Customizing threshold levels with a tag

#1

We use Influx/Kapacitor in a common server shared by a variety of different applications. Using hardcoded alert thresholds in the tick scripts (ie var crit = 80) means one-size-fits-all. We’d like to try to be able to customize some thresholds on a per-app basis by using tags - although if you have better suggestions, that would be OK too.
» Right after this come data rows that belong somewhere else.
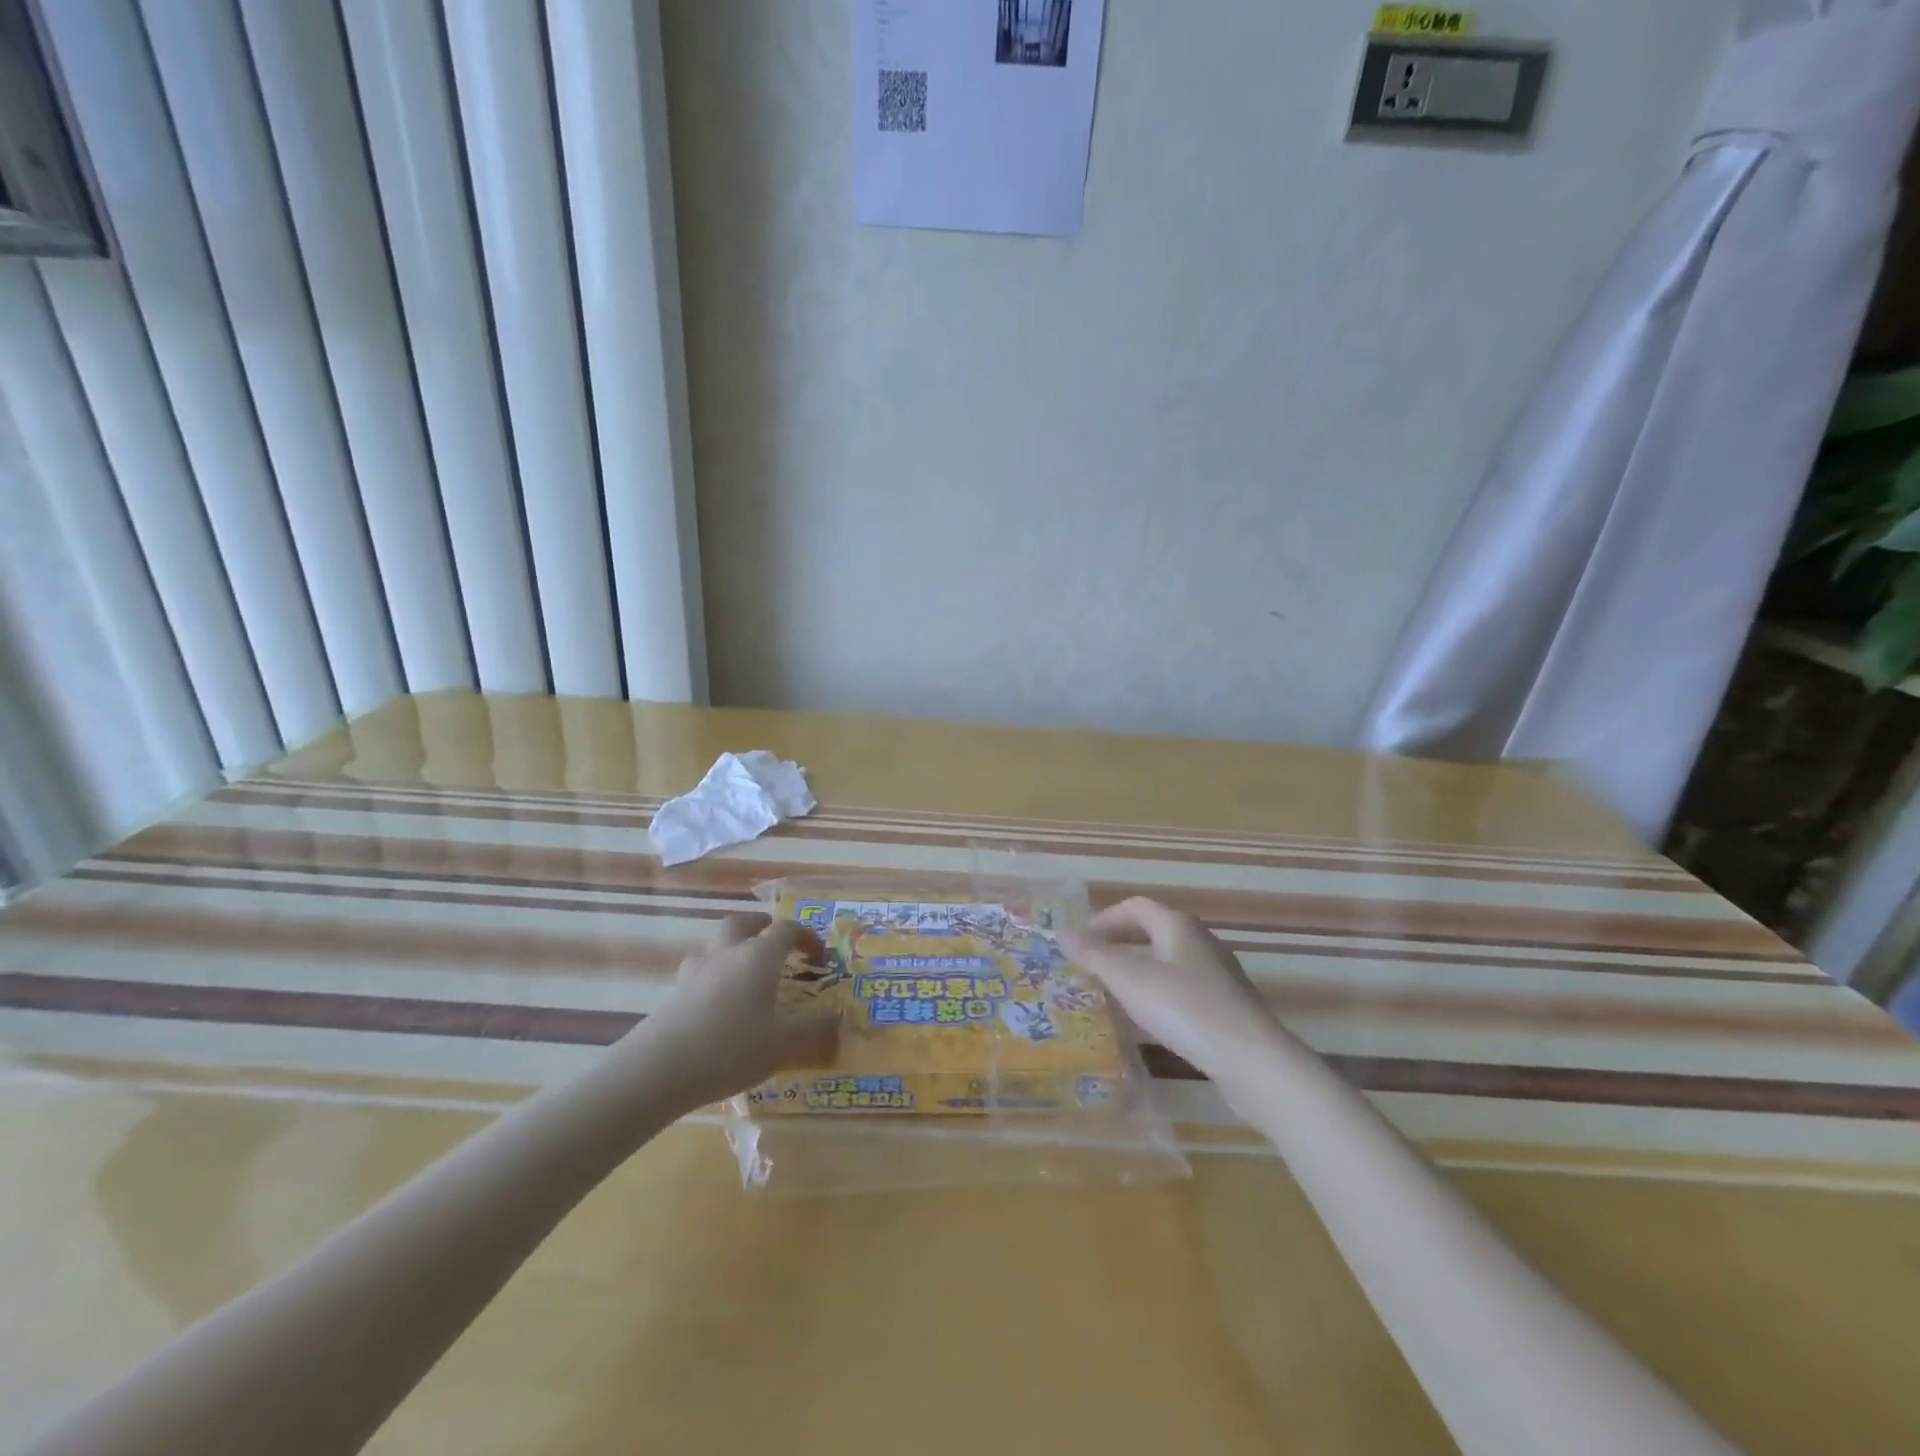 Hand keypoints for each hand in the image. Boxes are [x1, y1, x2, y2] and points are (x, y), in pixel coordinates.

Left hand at [619, 914, 839, 1110]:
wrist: (658, 1069)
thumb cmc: (730, 1049)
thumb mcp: (782, 1046)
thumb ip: (814, 1032)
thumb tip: (839, 1018)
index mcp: (758, 957)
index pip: (786, 930)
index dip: (806, 937)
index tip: (819, 955)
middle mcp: (727, 954)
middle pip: (742, 923)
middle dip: (760, 926)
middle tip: (774, 941)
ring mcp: (695, 972)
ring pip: (715, 945)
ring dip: (732, 948)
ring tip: (743, 972)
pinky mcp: (673, 993)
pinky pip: (698, 972)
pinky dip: (713, 976)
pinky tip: (717, 1003)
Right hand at [1064, 897, 1278, 1079]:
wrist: (1251, 1060)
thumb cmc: (1184, 1008)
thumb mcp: (1129, 979)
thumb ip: (1094, 955)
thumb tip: (1062, 933)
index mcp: (1178, 926)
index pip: (1136, 906)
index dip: (1104, 919)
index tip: (1080, 942)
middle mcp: (1201, 942)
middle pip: (1154, 930)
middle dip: (1121, 942)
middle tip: (1094, 963)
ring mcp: (1219, 974)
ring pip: (1169, 960)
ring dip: (1139, 968)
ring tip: (1116, 992)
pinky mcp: (1228, 1006)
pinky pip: (1184, 987)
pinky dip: (1160, 993)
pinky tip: (1151, 1020) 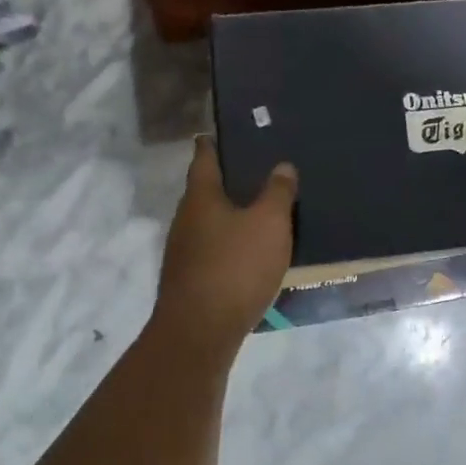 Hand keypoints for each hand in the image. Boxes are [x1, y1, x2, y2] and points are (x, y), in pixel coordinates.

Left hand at [152, 136, 297, 349]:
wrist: (200, 332)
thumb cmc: (235, 267)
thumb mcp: (269, 224)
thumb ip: (277, 192)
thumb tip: (282, 166)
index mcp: (201, 198)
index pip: (204, 159)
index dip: (211, 144)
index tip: (218, 132)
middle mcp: (185, 220)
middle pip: (204, 191)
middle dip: (225, 181)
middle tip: (254, 171)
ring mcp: (183, 252)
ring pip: (208, 222)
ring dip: (228, 215)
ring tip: (258, 211)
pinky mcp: (190, 280)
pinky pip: (212, 249)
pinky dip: (229, 244)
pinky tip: (249, 253)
Right now a sample tick looks like:

//parameters
var warn = 40
var unit = 30m
var crit = 20
var critHIGH = 10
var critLOW = 30

//Dataframe
var data = stream
|from()
.measurement(‘cpu’)
.groupBy(‘host’)
|default()
.tag(‘APP_CPU_CRITICAL_LEVEL’, ‘NORMAL’)

var alert = data
|alert()
.id(‘cpu-usage’)
.message(‘error message stuff’)
.info(lambda: “usage_idle” > warn)
.warn(lambda: “usage_idle” < warn)
.crit(lambda: “usage_idle” < crit AND ‘{{ index .Tags “APP_CPU_CRITICAL_LEVEL” }}’ == ‘NORMAL’ )
.crit(lambda: “usage_idle” < critHIGH AND ‘{{ index .Tags “APP_CPU_CRITICAL_LEVEL” }}’ == ‘HIGH’ )
.crit(lambda: “usage_idle” < critLOW AND ‘{{ index .Tags “APP_CPU_CRITICAL_LEVEL” }}’ == ‘LOW’ )
.stateChangesOnly(unit)

//alert
alert
.sensu()
.source(‘source stuff’)

The ‘default’ is working well, and I can see the tag in the log file. And its picking up any tags that I set in an applications telegraf.conf too.
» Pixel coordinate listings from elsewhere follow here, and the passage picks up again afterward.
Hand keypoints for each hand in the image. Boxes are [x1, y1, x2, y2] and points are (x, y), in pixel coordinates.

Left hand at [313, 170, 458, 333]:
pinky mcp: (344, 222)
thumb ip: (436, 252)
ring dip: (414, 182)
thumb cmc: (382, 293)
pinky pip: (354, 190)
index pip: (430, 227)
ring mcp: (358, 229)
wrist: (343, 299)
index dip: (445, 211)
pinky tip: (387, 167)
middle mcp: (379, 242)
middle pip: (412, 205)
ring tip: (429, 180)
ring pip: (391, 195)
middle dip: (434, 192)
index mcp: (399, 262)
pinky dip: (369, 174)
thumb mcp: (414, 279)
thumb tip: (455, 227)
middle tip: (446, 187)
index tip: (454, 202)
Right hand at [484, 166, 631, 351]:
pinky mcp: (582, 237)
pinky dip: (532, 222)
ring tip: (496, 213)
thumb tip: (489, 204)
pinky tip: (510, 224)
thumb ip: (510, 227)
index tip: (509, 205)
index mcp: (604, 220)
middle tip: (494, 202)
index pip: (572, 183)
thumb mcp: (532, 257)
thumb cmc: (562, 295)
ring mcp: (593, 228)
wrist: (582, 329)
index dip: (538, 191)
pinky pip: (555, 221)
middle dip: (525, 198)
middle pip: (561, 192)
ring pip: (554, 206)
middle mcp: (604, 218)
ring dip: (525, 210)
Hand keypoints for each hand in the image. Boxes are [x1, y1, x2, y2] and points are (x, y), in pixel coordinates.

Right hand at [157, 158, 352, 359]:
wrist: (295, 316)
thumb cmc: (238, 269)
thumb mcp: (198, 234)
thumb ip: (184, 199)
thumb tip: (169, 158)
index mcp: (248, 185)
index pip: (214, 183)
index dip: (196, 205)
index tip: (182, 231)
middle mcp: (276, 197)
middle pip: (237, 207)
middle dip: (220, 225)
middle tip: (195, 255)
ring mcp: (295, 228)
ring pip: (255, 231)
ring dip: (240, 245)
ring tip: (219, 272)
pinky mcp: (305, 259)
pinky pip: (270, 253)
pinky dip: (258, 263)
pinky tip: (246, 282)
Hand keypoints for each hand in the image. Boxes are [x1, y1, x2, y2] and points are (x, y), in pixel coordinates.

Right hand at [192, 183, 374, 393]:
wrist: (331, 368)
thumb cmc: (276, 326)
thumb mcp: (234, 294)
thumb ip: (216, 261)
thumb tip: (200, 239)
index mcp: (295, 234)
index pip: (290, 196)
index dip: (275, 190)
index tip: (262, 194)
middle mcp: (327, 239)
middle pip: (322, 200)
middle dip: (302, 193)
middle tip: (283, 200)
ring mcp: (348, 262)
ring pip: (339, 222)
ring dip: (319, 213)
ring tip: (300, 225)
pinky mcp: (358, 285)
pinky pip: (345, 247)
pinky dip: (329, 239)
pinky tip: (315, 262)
But the AND ‘{{ index .Tags “APP_CPU_CRITICAL_LEVEL” }}’ == ‘xxxxxxx’ is not working. Removing all but the NORMAL one, with that added conditional on it, the alert does not trigger even when I can see measurements which should trigger it.
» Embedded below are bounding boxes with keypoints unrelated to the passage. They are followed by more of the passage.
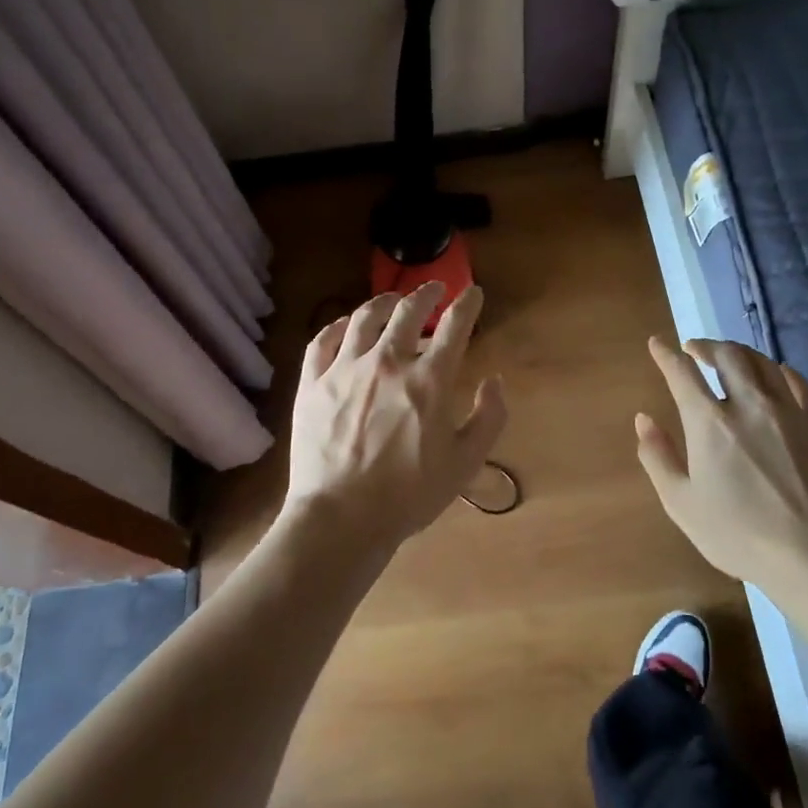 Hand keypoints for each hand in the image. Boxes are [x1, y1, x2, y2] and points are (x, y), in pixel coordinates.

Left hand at [284, 283, 506, 550]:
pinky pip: (323, 341)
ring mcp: (345, 369)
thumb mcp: (465, 462)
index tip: (473, 293)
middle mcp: (388, 362)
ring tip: (392, 300)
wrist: (341, 518)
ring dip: (384, 302)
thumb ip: (488, 418)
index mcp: (429, 380)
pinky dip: (337, 326)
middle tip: (435, 288)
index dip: (467, 304)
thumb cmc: (409, 495)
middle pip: (408, 311)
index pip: (454, 326)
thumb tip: (494, 381)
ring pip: (364, 318)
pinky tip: (344, 325)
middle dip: (426, 293)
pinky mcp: (312, 383)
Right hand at [636, 336, 807, 583]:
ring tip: (731, 359)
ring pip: (763, 363)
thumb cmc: (738, 534)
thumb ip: (657, 457)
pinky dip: (781, 372)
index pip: (682, 372)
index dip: (666, 354)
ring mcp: (789, 411)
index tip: (657, 343)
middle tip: (695, 349)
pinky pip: (800, 383)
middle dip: (706, 346)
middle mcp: (748, 404)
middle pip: (727, 355)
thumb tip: (644, 419)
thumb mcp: (681, 503)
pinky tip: (776, 376)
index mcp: (709, 422)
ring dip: (740, 354) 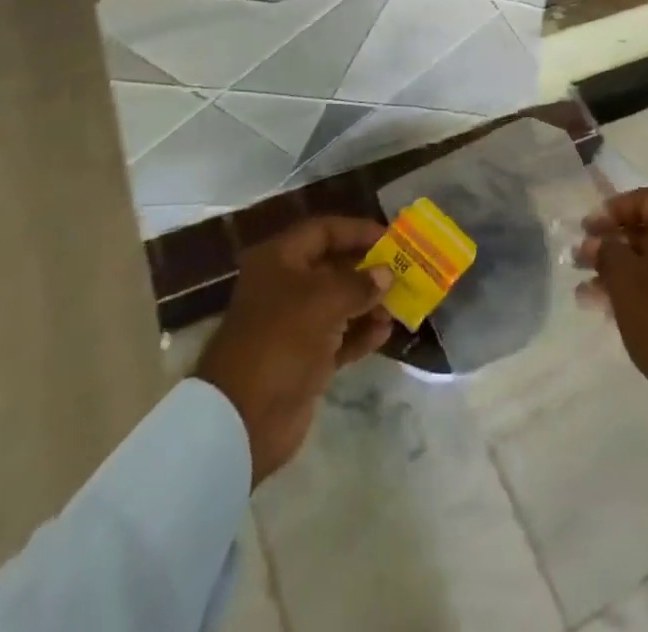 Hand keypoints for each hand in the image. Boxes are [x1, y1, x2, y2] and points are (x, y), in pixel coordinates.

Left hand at [194, 216, 393, 484]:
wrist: (243, 417)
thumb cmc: (281, 339)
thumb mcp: (323, 301)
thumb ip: (359, 283)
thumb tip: (386, 273)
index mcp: (279, 260)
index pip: (323, 231)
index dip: (356, 230)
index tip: (390, 237)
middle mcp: (285, 286)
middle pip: (333, 267)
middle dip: (368, 269)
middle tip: (403, 270)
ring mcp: (294, 325)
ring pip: (338, 304)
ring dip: (369, 303)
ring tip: (400, 304)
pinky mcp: (304, 359)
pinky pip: (339, 337)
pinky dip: (360, 333)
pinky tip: (385, 332)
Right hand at [577, 188, 647, 460]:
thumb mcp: (626, 280)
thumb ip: (606, 252)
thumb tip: (596, 241)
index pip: (643, 199)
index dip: (611, 210)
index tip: (586, 229)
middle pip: (646, 229)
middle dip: (610, 243)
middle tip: (579, 257)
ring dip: (616, 269)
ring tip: (583, 287)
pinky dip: (633, 290)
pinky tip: (602, 307)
I’ve tried it without the {{ index . Tags … }} and that didn’t help either.

The syntax of the conditional seems OK from what I can tell, simply a string comparison of a TAG against different contents.

But obviously I’m doing something wrong. Any advice would be appreciated.

Matt

#2

I actually did get this working by changing the crit section to:

    .crit(lambda: (("usage_idle" < crit     AND "APP_CPU_CRITICAL_LEVEL" == 'NORMAL' ) OR
                   ("usage_idle" < critHIGH AND "APP_CPU_CRITICAL_LEVEL" == 'HIGH' ) OR
                   ("usage_idle" < critLOW  AND "APP_CPU_CRITICAL_LEVEL" == 'LOW' )))